━━━ Listed records

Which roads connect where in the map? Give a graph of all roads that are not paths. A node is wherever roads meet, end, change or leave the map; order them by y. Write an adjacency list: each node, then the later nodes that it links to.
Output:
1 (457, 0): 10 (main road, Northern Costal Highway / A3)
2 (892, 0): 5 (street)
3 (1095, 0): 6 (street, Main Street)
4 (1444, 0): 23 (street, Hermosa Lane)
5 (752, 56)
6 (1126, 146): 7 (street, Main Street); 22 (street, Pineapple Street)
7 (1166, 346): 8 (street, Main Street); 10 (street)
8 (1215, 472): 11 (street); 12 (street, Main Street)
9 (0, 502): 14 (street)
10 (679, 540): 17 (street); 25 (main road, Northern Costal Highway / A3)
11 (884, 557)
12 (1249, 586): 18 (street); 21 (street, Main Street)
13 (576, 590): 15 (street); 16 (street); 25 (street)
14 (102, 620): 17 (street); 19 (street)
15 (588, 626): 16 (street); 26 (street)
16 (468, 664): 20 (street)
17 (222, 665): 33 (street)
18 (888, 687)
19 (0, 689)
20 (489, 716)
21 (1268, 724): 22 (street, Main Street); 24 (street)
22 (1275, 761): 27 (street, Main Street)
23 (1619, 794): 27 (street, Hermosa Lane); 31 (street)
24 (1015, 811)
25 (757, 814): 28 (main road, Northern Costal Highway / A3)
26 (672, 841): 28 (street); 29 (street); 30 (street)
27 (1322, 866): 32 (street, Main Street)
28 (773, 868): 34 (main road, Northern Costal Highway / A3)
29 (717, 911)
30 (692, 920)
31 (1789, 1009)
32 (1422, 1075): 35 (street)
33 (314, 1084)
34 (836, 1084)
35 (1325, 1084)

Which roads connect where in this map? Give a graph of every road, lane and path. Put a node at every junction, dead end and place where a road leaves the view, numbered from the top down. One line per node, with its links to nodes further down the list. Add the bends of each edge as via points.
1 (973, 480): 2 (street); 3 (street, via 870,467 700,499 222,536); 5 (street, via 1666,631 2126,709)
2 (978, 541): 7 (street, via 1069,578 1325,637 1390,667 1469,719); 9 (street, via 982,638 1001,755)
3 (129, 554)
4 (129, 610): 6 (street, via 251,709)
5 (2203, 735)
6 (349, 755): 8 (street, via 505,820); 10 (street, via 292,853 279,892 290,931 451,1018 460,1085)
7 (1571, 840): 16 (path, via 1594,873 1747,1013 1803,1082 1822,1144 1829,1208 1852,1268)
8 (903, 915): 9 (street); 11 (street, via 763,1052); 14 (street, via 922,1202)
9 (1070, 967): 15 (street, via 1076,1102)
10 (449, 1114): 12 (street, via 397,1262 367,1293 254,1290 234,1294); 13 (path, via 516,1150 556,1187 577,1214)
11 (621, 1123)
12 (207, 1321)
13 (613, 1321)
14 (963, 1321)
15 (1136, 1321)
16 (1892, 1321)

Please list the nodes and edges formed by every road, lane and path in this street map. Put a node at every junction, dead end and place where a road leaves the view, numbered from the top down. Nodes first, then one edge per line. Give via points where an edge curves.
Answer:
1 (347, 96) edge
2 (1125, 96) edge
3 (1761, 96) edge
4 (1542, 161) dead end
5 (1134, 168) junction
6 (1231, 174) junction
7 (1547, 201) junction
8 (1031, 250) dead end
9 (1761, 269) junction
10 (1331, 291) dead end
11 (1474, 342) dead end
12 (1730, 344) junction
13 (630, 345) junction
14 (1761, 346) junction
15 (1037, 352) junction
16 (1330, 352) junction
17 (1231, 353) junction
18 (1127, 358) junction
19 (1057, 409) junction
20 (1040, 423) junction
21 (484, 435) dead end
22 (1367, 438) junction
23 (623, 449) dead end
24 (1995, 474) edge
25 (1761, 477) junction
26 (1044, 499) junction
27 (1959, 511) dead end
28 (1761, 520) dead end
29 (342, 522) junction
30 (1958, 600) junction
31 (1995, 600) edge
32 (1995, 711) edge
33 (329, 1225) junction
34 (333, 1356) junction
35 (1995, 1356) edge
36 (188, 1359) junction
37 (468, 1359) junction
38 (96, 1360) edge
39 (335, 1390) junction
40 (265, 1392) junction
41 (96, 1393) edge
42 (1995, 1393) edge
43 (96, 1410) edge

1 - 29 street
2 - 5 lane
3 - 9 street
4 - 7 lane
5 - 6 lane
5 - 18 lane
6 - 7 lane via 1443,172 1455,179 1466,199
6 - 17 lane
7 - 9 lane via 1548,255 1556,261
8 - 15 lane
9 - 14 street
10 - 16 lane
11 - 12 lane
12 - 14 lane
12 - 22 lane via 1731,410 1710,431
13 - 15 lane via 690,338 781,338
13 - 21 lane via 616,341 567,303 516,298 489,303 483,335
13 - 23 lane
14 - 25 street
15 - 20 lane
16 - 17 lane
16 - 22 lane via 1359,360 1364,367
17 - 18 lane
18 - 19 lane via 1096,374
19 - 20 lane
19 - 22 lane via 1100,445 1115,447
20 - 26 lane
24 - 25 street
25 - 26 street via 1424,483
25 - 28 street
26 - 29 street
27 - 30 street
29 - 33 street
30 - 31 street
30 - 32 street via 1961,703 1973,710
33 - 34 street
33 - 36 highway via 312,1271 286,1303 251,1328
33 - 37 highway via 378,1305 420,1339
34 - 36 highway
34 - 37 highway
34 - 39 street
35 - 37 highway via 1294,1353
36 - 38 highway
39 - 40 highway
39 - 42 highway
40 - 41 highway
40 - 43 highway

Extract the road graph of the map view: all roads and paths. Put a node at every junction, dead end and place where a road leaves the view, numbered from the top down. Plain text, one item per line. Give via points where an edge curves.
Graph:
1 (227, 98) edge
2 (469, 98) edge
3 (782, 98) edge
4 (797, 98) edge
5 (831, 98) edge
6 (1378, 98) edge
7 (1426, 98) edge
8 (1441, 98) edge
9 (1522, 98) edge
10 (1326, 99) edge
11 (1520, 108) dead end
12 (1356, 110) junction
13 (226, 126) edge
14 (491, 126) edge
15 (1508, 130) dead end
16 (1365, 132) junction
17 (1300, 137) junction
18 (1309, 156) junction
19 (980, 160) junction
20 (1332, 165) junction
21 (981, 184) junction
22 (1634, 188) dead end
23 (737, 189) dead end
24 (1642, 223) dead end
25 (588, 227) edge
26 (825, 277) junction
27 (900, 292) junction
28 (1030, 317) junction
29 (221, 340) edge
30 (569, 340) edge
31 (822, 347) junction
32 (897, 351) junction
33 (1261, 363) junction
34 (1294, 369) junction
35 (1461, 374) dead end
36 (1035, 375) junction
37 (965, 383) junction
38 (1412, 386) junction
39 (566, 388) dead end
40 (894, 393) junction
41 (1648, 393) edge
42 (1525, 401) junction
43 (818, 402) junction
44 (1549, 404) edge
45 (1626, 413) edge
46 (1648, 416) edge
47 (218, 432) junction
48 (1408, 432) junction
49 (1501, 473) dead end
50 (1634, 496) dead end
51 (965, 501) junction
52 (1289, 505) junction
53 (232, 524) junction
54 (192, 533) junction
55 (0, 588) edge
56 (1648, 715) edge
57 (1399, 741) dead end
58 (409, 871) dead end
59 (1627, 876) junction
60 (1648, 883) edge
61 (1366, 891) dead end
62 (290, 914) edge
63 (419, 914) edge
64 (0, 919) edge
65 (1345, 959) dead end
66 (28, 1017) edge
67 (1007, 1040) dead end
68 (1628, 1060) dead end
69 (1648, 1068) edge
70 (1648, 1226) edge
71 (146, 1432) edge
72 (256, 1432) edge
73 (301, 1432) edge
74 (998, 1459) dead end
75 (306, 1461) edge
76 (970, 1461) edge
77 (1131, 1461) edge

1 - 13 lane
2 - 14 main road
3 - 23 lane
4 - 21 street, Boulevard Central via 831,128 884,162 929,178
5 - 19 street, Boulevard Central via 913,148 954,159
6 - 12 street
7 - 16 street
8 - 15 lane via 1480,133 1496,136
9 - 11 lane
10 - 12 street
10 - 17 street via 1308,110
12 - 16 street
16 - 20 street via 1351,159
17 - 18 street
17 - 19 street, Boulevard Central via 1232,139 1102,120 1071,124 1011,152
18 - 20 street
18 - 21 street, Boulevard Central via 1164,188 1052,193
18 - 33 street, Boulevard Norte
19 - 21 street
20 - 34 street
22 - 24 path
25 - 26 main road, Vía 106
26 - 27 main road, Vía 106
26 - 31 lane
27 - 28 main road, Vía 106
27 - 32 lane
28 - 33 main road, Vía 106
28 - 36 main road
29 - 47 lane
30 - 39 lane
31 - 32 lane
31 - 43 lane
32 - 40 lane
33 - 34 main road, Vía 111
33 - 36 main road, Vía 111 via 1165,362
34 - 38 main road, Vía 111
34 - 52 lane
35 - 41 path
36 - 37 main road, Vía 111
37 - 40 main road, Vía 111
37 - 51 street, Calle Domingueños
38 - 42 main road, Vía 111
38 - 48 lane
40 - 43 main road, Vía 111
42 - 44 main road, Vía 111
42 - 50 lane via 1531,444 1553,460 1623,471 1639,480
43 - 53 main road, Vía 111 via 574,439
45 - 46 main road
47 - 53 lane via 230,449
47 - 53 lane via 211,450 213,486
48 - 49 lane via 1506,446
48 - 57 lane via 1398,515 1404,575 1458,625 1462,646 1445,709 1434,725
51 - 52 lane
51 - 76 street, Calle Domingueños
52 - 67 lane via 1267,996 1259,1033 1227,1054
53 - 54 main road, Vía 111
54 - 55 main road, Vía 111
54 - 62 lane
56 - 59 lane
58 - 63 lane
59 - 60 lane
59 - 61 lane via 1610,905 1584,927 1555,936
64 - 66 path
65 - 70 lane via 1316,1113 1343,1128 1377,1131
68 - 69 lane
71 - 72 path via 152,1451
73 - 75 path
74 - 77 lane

━━━━━━

_Task prompt:_
For an answer, give a copy of every line in the listing that holds the word "Hermosa".

_Result of the exercise:_
4 (1444, 0): 23 (street, Hermosa Lane)
23 (1619, 794): 27 (street, Hermosa Lane); 31 (street)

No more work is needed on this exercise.